Fair Information PracticesA general term for a set of standards governing the collection and use of personal data and addressing issues of privacy and accuracy. In the UK, the term Data Protection is preferred; in the EU, the term Personal Data Privacy is preferred.
OECD’s Guidelines on Protection of Privacy and Transborder Flows of Personal Data principles:
Collection Limitation Principle
There should be limits to the collection of personal data and any such data should be obtained by lawful and fair means and, where appropriate, with the knowledge or consent of the data subject.
Data Quality Principle
Personal data should be relevant to the purposes for which they are to be used, and, to the extent necessary for those purposes, should be accurate, complete and kept up-to-date.
Purpose Specification Principle
The purposes for which personal data are collected should be specified not later than at the time of data collection and the subsequent use limited to the fulfilment of those purposes, or such others as are not incompatible with those purposes, and as are specified on each occasion of change of purpose.
Use Limitation Principle
Personal data should not be disclosed, made available or otherwise used for purposes other than those specified in accordance with the Purpose Specification Principle except:
(a) with the consent of the data subject; or
(b) by the authority of law.
Security Safeguards Principle
Personal data should be protected by reasonable security safeguards against such risks as loss or unauthorised access, destruction, use, modification or disclosure of data.
There should be a general policy of openness about developments, practices and policies with respect to personal data. Means should be readily available of establishing the existence and nature of personal data, and the main purposes of their use, as well as the identity and usual residence of the data controller.

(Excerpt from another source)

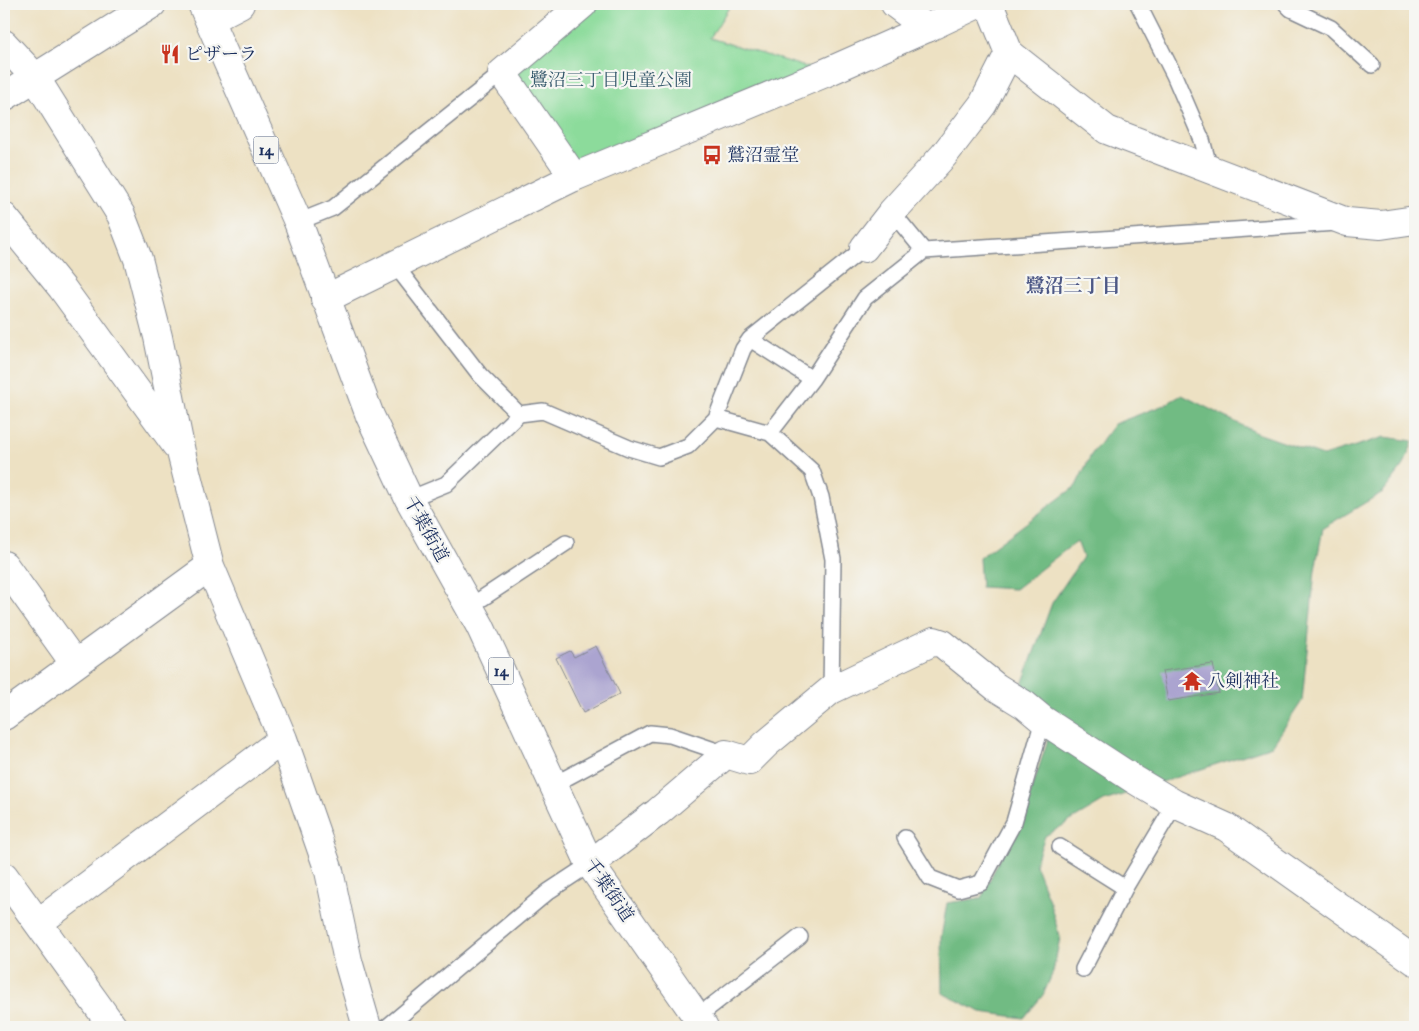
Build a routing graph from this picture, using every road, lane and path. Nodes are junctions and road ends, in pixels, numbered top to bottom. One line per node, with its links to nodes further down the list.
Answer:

Individual Participation Principle
An individual should have the right:
• To obtain from a data controller, or otherwise, confirmation of whether or not the data controller has data relating to him or her;
• To have communicated to him or her data relating to him or her within a reasonable time; at a charge, if any, that is not excessive; in a reasonable manner; and in a form that is readily intelligible to him or her;
• To be given reasons if a request made under sub-paragraphs(a) and (b) is denied, and to be able to challenge such denial; and
• To challenge data relating to him or her and, if the challenge is successful to have the data erased, rectified, completed or amended.
A data controller should be accountable for complying with measures which give effect to the principles stated above.